# INSTRUCTIONS FOR THE TASK
Nothing but an exact repeat of the data, with pictures removed, belongs in the answer.

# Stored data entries
◆ ◆ ◆

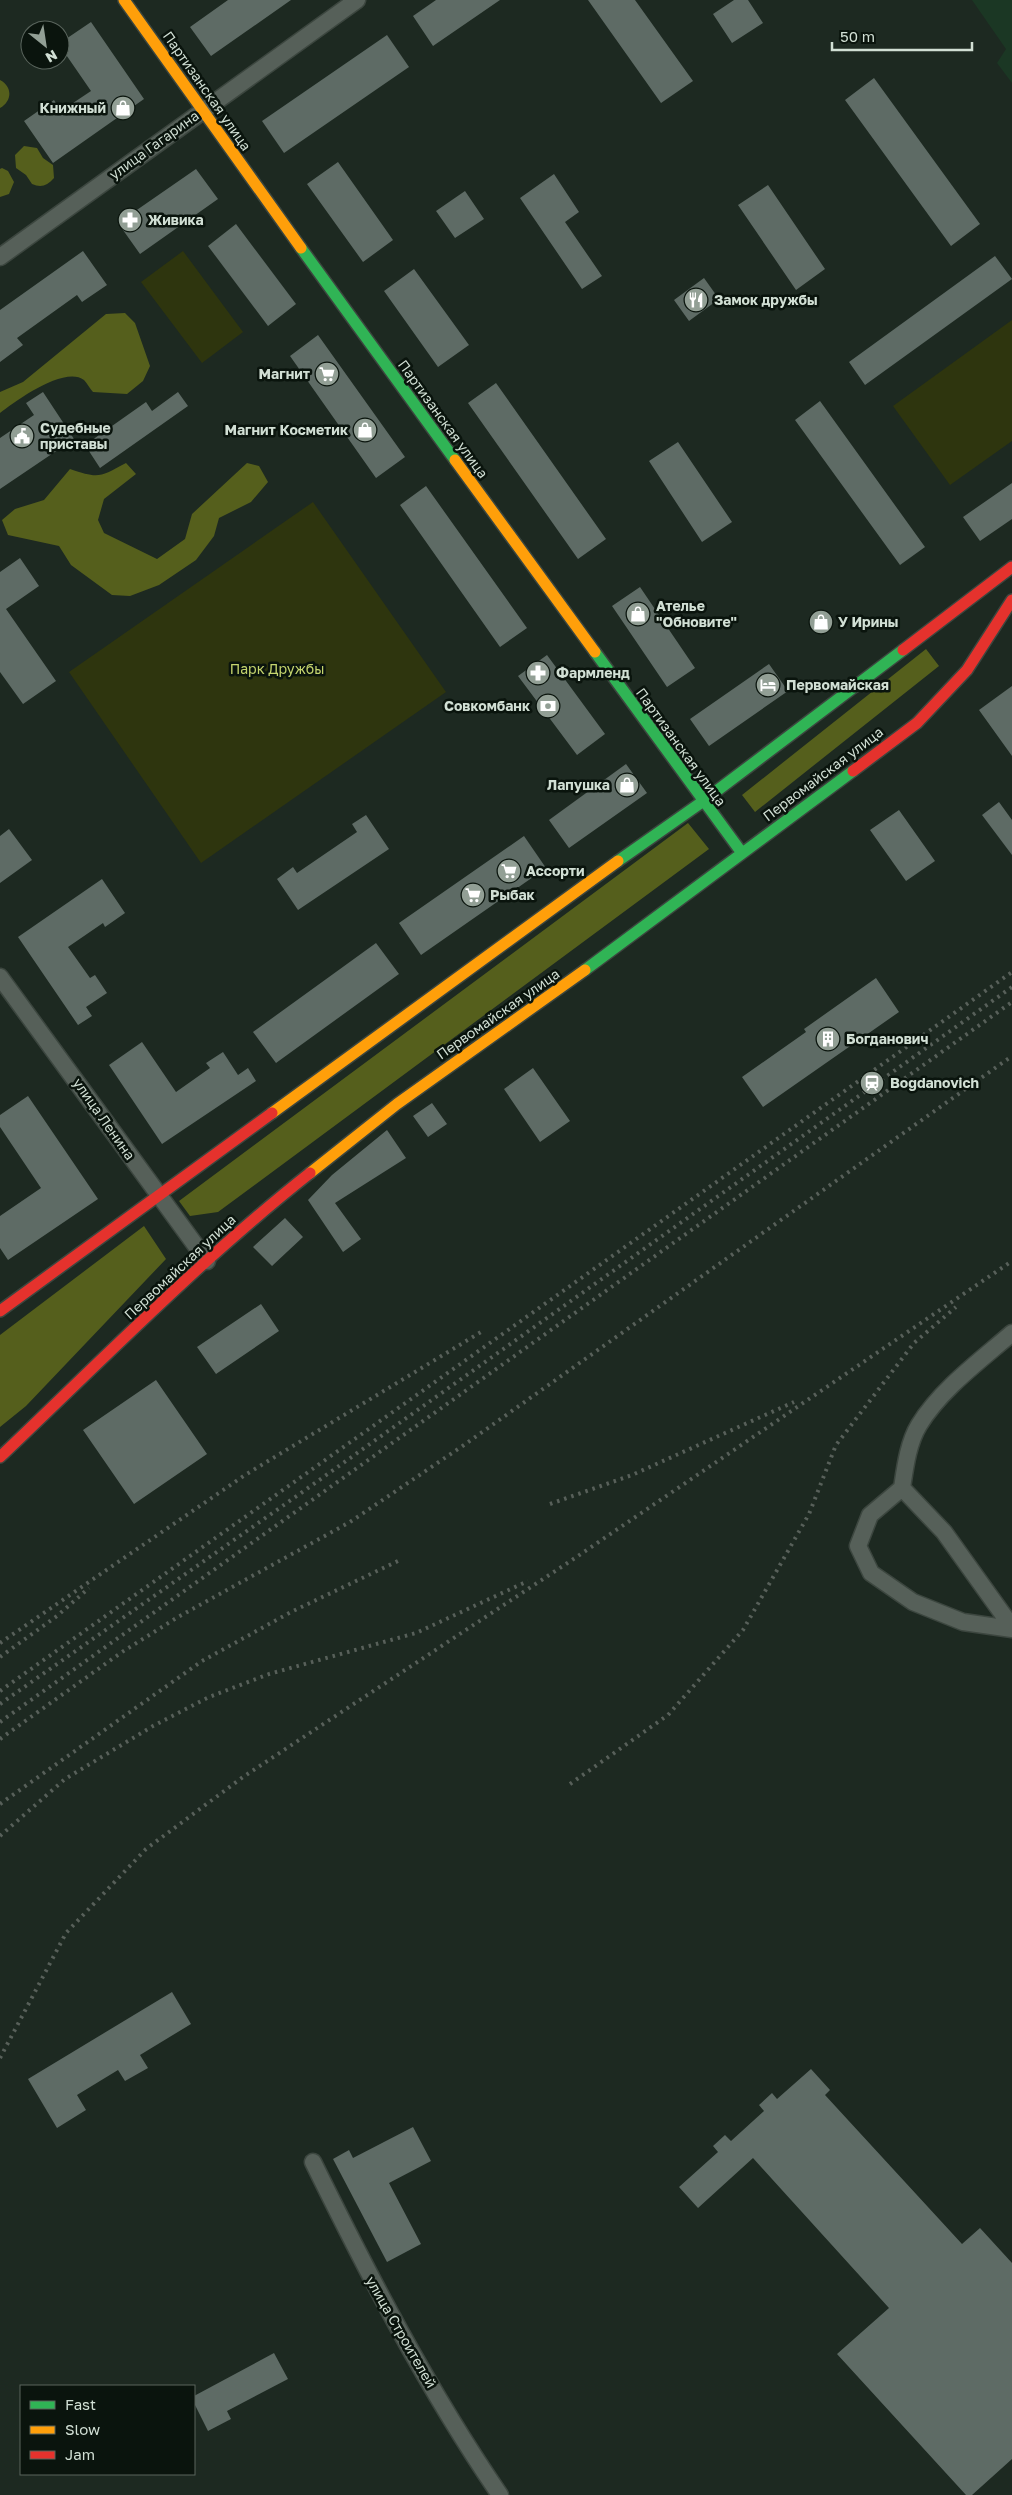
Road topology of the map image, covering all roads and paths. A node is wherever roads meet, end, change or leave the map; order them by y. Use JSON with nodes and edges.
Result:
{"nodes":[{"id":1,"x":124,"y":0,"type":"edge"},
{"id":2,"x":358,"y":0,"type":"edge"},
{"id":3,"x":202,"y":110,"type":"junction"},
{"id":4,"x":0,"y":257,"type":"edge"},
{"id":5,"x":1012,"y":567,"type":"edge"},
{"id":6,"x":1012,"y":600,"type":"edge"},
{"id":7,"x":702,"y":802,"type":"junction"},
{"id":8,"x":742,"y":854,"type":"junction"},
{"id":9,"x":0,"y":977,"type":"edge"},
{"id":10,"x":158,"y":1195,"type":"junction"},
{"id":11,"x":207,"y":1261,"type":"junction"},
{"id":12,"x":0,"y":1312,"type":"edge"},
{"id":13,"x":1012,"y":1333,"type":"edge"},
{"id":14,"x":0,"y":1457,"type":"edge"},
{"id":15,"x":902,"y":1488,"type":"junction"},
{"id":16,"x":1012,"y":1628,"type":"edge"},
{"id":17,"x":312,"y":2162,"type":"dead end"},
{"id":18,"x":500,"y":2495,"type":"edge"}],
"edges":[{"from":1,"to":3,"type":"street","name":"Партизанская улица"},
{"from":2,"to":3,"type":"street","name":"улица Гагарина"},
{"from":3,"to":4,"type":"street","name":"улица Гагарина"},
{"from":3,"to":7,"type":"street","name":"Партизанская улица"},
{"from":5,"to":7,"type":"street"},
{"from":6,"to":8,"type":"street","name":"Первомайская улица"},
{"from":7,"to":8,"type":"street","name":"Партизанская улица"},
{"from":7,"to":10,"type":"street"},
{"from":8,"to":11,"type":"street","name":"Первомайская улица"},
{"from":9,"to":10,"type":"street","name":"улица Ленина"},
{"from":10,"to":11,"type":"street","name":"улица Ленина"},
{"from":10,"to":12,"type":"street"},
{"from":11,"to":14,"type":"street","name":"Первомайская улица"},
{"from":13,"to":15,"type":"street"},
{"from":15,"to":16,"type":"street"},
{"from":15,"to":16,"type":"street"},
{"from":17,"to":18,"type":"street","name":"улица Строителей"}]}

◆ ◆ ◆

# RESULT OF THE EXERCISE
Road topology of the map image, covering all roads and paths. A node is wherever roads meet, end, change or leave the map; order them by y. Use JSON with nodes and edges.
Result:
{"nodes":[{"id":1,"x":124,"y":0,"type":"edge"},
{"id":2,"x":358,"y":0,"type":"edge"},
{"id":3,"x":202,"y":110,"type":"junction"},
{"id":4,"x":0,"y":257,"type":"edge"},
{"id":5,"x":1012,"y":567,"type":"edge"},
{"id":6,"x":1012,"y":600,"type":"edge"},
{"id":7,"x":702,"y":802,"type":"junction"},
{"id":8,"x":742,"y":854,"type":"junction"},
{"id":9,"x":0,"y":977,"type":"edge"},
{"id":10,"x":158,"y":1195,"type":"junction"},
{"id":11,"x":207,"y":1261,"type":"junction"},
{"id":12,"x":0,"y":1312,"type":"edge"},
{"id":13,"x":1012,"y":1333,"type":"edge"},
{"id":14,"x":0,"y":1457,"type":"edge"},
{"id":15,"x":902,"y":1488,"type":"junction"},
{"id":16,"x":1012,"y":1628,"type":"edge"},
{"id":17,"x":312,"y":2162,"type":"dead end"},
{"id":18,"x":500,"y":2495,"type":"edge"}],
"edges":[{"from":1,"to":3,"type":"street","name":"Партизанская улица"},
{"from":2,"to":3,"type":"street","name":"улица Гагарина"},
{"from":3,"to":4,"type":"street","name":"улица Гагарина"},
{"from":3,"to":7,"type":"street","name":"Партизанская улица"},
{"from":5,"to":7,"type":"street"},
{"from":6,"to":8,"type":"street","name":"Первомайская улица"},
{"from":7,"to":8,"type":"street","name":"Партизанская улица"},
{"from":7,"to":10,"type":"street"},
{"from":8,"to":11,"type":"street","name":"Первомайская улица"},
{"from":9,"to":10,"type":"street","name":"улица Ленина"},
{"from":10,"to":11,"type":"street","name":"улица Ленина"},
{"from":10,"to":12,"type":"street"},
{"from":11,"to":14,"type":"street","name":"Первомайская улица"},
{"from":13,"to":15,"type":"street"},
{"from":15,"to":16,"type":"street"},
{"from":15,"to":16,"type":"street"},
{"from":17,"to":18,"type":"street","name":"улица Строителей"}]}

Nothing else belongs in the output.